I wouldn't be surprised, the bastards.


----------



## Master Kashnizel (Jan 5, 2008)

The battlemat was a failure. Especially when they released an entire board like 3 or 4 months later.


----------



## Vero (Oct 30, 2007)

I have an non-laminated battle mat laying around somewhere. It was a spoof at the factory and they forgot to laminate it. Wonder if it's worth anything now (ha), don't think I ever took it out of it's case.

The battle mat was excellent for those who couldn't or can't shell out $350 for the gaming board, or wanted something that could go out quickly. I think I payed $10 for mine new at a GW store... and I actually forgot about it until this thread.


----------



## godzy (Jun 5, 2008)

I checked the GW web store:


> Citadel Battlemat
> 
> The Citadel Battlemat allows you to instantly turn a humble floor or dinning table into a battlefield. Made of a weighted fabric there's no need to fix it in place, simply shake it out and start gaming.
> 
> ...


----------



## Whizzwang (Dec 31, 2008)

I know we ran out as a company pre-xmas and the plan was to get them back in stores end of January ish. we haven't had anything through to us retail frontline types saying it's flat out gone yet though - if that changes I'll let you know.

Occasionally things on the webstore will be listed as "no longer available" if there is a considerable time limit on a restock

Danny (GW Store Staffer)


----------



## Vero (Oct 30, 2007)

godzy said:


> I checked the GW web store:


Oh, I was referring to that Cities of Death battle mat that was laminated (well apparently all but mine were). Or was that a limited production thing?


----------



## gwmaniac (Sep 1, 2008)

Vero said:


> Oh, I was referring to that Cities of Death battle mat that was laminated (well apparently all but mine were). Or was that a limited production thing?


that was a limited production thing, it's probably worth quite some money if you got it. I got it right before the store ran out, and still have fun with that mat. k:


----------



## Whizzwang (Dec 31, 2008)

aye cities of death one is long gone. I assumed we were talking about the cloth green one you can throw in the washing machine.


----------



## Vero (Oct 30, 2007)

I have no use for either, I decided to build a table just after buying one. That's probably why I lost it.


----------



## don_mondo (Jan 28, 2007)

Must be nice to have space for a table..............

Anyways, for those with limited space or needing to carry terrain to game nights, the mats work quite well. As well as when I need to put terrain out on 30 or so tables for a tounrey.


----------



## Marneus Calgar (Dec 5, 2007)

What? That sucks. You have to buy a god damn £150 battletable thing if you want a pre made board! Anyone know of some alternatives?


----------



## magician847 (Jan 4, 2007)

Marneus Calgar said:


> What? That sucks. You have to buy a god damn £150 battletable thing if you want a pre made board! Anyone know of some alternatives?
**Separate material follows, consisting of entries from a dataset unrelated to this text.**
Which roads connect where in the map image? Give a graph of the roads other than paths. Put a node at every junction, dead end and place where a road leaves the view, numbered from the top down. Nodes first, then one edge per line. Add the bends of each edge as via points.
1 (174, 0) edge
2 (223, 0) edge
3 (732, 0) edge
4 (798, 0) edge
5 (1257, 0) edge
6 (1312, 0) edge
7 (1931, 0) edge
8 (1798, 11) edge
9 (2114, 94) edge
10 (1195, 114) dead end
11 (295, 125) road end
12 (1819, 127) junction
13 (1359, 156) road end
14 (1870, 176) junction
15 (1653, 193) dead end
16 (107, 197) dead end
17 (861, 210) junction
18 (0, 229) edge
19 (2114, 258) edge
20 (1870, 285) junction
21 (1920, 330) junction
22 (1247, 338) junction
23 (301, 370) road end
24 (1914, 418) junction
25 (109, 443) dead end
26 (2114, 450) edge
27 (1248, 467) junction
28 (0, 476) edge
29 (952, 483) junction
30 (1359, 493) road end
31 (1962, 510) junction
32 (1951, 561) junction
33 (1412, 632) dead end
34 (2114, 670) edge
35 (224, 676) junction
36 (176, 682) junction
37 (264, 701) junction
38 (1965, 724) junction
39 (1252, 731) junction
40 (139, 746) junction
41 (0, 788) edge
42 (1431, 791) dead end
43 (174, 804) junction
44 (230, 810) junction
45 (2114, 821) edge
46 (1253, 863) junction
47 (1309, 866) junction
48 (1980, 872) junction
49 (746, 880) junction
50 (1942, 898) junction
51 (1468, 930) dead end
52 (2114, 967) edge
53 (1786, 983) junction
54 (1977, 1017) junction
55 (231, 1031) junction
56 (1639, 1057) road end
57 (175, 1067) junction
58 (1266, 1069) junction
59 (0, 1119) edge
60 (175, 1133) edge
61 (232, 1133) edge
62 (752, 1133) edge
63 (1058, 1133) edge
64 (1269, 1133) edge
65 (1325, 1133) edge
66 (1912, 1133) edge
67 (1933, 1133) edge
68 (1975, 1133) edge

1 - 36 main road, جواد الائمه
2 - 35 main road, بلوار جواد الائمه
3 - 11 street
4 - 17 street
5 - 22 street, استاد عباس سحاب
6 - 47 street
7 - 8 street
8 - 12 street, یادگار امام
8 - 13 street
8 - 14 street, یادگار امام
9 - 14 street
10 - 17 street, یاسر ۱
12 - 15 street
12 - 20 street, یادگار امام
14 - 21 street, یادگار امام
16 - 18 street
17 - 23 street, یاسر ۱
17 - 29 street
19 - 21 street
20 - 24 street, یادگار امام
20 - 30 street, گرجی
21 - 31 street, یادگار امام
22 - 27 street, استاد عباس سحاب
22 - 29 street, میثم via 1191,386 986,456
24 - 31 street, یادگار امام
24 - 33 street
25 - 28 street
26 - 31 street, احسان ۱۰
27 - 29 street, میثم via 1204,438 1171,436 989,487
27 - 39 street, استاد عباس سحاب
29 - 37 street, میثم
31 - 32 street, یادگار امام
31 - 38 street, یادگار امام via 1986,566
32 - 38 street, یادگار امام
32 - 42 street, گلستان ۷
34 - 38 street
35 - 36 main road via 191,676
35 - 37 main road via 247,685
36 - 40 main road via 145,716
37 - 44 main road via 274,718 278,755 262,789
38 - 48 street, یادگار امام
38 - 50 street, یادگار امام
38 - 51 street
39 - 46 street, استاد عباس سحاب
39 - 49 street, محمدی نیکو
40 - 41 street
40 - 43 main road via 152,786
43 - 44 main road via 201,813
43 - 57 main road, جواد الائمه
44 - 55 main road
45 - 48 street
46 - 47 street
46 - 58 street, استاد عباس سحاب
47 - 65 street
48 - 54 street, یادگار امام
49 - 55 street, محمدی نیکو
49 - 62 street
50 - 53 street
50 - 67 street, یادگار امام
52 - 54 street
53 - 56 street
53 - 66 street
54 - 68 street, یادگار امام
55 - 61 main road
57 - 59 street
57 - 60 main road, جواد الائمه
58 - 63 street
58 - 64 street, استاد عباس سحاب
go to a car boot sale, and look for a foldable table, then just add terrain when its folded, and pack it away when it isnt in use

lol

M


----------



## NecronCowboy (Jan 8, 2009)

Poop I wanted to buy one of these.


----------



## Marneus Calgar (Dec 5, 2007)

magician847 said:


> go to a car boot sale, and look for a foldable table, then just add terrain when its folded, and pack it away when it isnt in use
> 
> lol
> 
> M


The table issue is fine, its just I wanted the green grassy textured surface...


----------



## gwmaniac (Sep 1, 2008)

Here, I got my battlemat from the Warstore, and it's close to the same price of the Citadel one. And you can choose which mat you want, like desert, or grass, etc. 

http://www.thewarstore.com/mondayknightgamemats.html

If you want to go even cheaper, go with the woodland scenics flock shaker sets. It's a huge shaker filled with flock and cheap.


----------



## bon_jovi (Nov 16, 2008)

A few others are out there. My local railway shop has them in different colours too. Might we worth looking into mode Railway ones if all else fails. They are exactly the same just maybe smaller.


----------



## DAvo001 (Jun 30, 2008)

it does look cool but not 150 stirling worth of cool, ill stick to my table with the old cardboard industrial battle zone buildings(cheap and cheerful)


----------